> TASK DESCRIPTION
Word for word, restate the entries below and exclude every image.

> RECORDS TO PROCESS
====
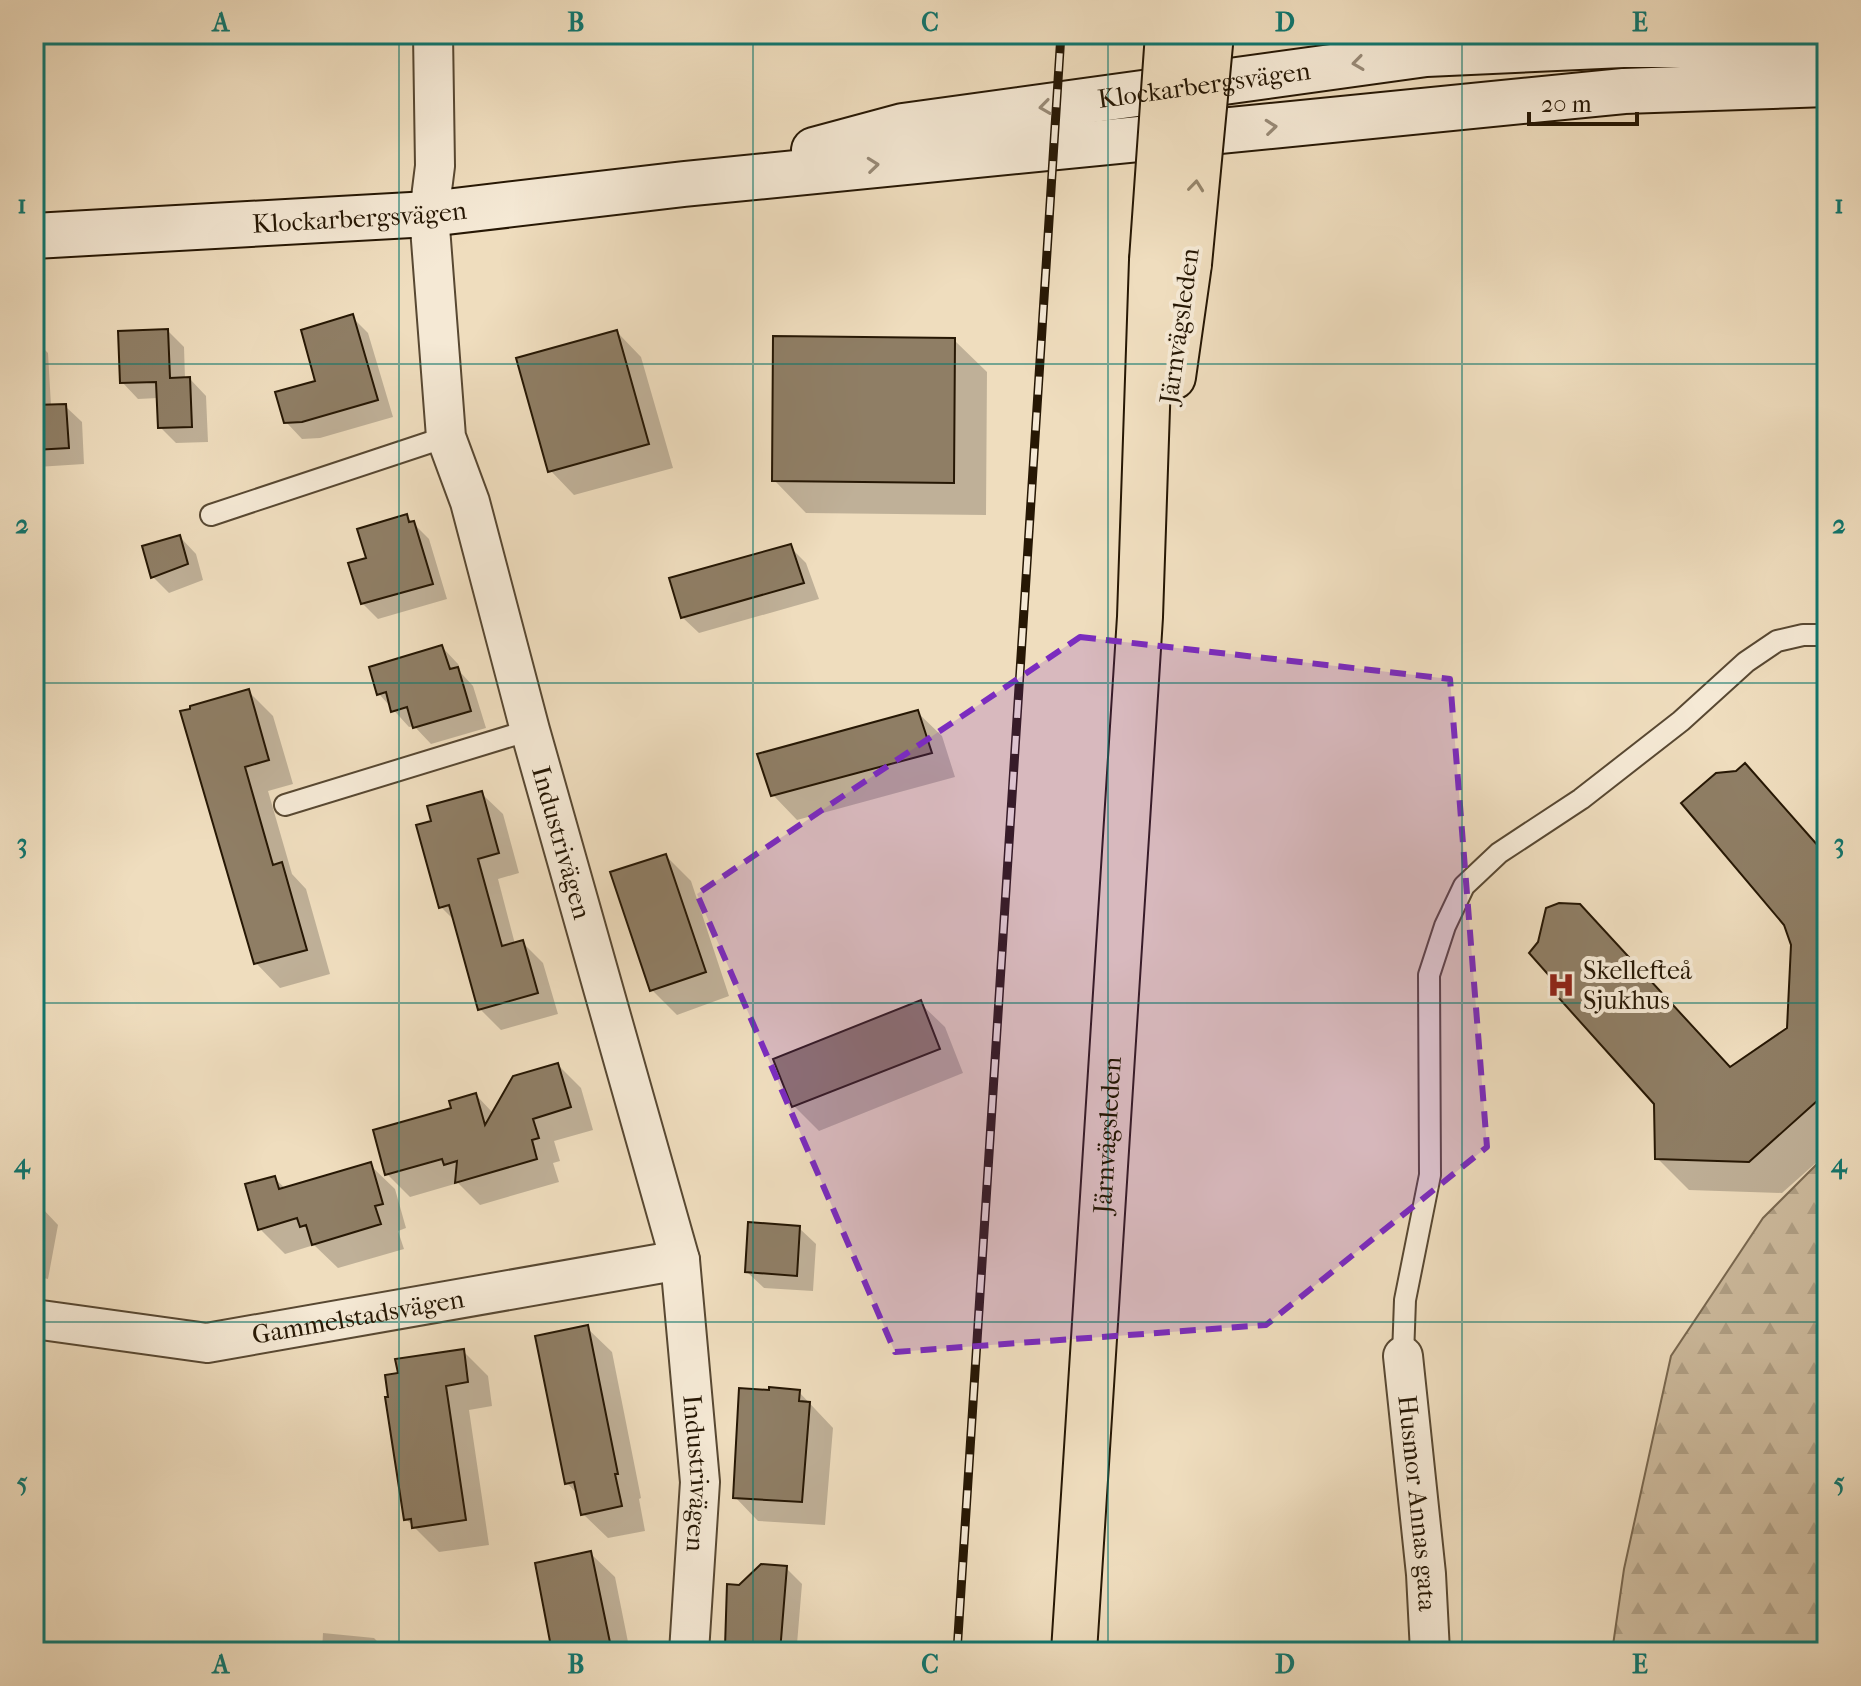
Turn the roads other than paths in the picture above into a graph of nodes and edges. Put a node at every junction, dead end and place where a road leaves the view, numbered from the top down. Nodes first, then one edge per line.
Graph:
1 (433, 34) edge
2 (1168, 34) edge
3 (1211, 34) edge
4 (1622, 38) edge
5 (1827, 45) edge
6 (1827, 84) edge
7 (1624, 91) junction
8 (684, 184) junction
9 (429, 214) junction
10 (34, 236) edge
11 (1170, 262) junction
12 (446, 437) junction
13 (211, 515) dead end
14 (1827, 635) edge
15 (530, 730) junction
16 (285, 805) dead end
17 (680, 1260) junction
18 (34, 1319) edge
19 (1403, 1356) joint
20 (689, 1652) edge
21 (1074, 1652) edge
22 (1430, 1652) edge

1 - 9 street, Industrivägen
2 - 11 main road, Järnvägsleden, bridge
11 -> 3 main road, Järnvägsleden, bridge
4 - 5 main road, Klockarbergsvägen
4 - 7 main road
4 -> 8 main road, Klockarbergsvägen
6 - 7 main road, Klockarbergsvägen
8 -> 7 main road, Klockarbergsvägen
8 - 9 main road, Klockarbergsvägen
9 - 10 main road, Klockarbergsvägen
9 - 12 street, Industrivägen
11 - 21 main road, Järnvägsleden
12 - 13 lane
12 - 15 street, Industrivägen
14 - 19 lane
15 - 16 lane
15 - 17 street, Industrivägen
17 - 18 street, Gammelstadsvägen
17 - 20 street, Industrivägen
19 - 22 street, Husmor Annas gata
====
> ANSWER BELOW
Turn the roads other than paths in the picture above into a graph of nodes and edges. Put a node at every junction, dead end and place where a road leaves the view, numbered from the top down. Nodes first, then one edge per line.
Graph:
1 (433, 34) edge
2 (1168, 34) edge
3 (1211, 34) edge
4 (1622, 38) edge
5 (1827, 45) edge
6 (1827, 84) edge
7 (1624, 91) junction
8 (684, 184) junction
9 (429, 214) junction
10 (34, 236) edge
11 (1170, 262) junction
12 (446, 437) junction
13 (211, 515) dead end
14 (1827, 635) edge
15 (530, 730) junction
16 (285, 805) dead end
17 (680, 1260) junction
18 (34, 1319) edge
19 (1403, 1356) joint
20 (689, 1652) edge
21 (1074, 1652) edge
22 (1430, 1652) edge

1 - 9 street, Industrivägen
2 - 11 main road, Järnvägsleden, bridge
11 -> 3 main road, Järnvägsleden, bridge
4 - 5 main road, Klockarbergsvägen
4 - 7 main road
4 -> 8 main road, Klockarbergsvägen
6 - 7 main road, Klockarbergsvägen
8 -> 7 main road, Klockarbergsvägen
8 - 9 main road, Klockarbergsvägen
9 - 10 main road, Klockarbergsvägen
9 - 12 street, Industrivägen
11 - 21 main road, Järnvägsleden
12 - 13 lane
12 - 15 street, Industrivägen
14 - 19 lane
15 - 16 lane
15 - 17 street, Industrivägen
17 - 18 street, Gammelstadsvägen
17 - 20 street, Industrivägen
19 - 22 street, Husmor Annas gata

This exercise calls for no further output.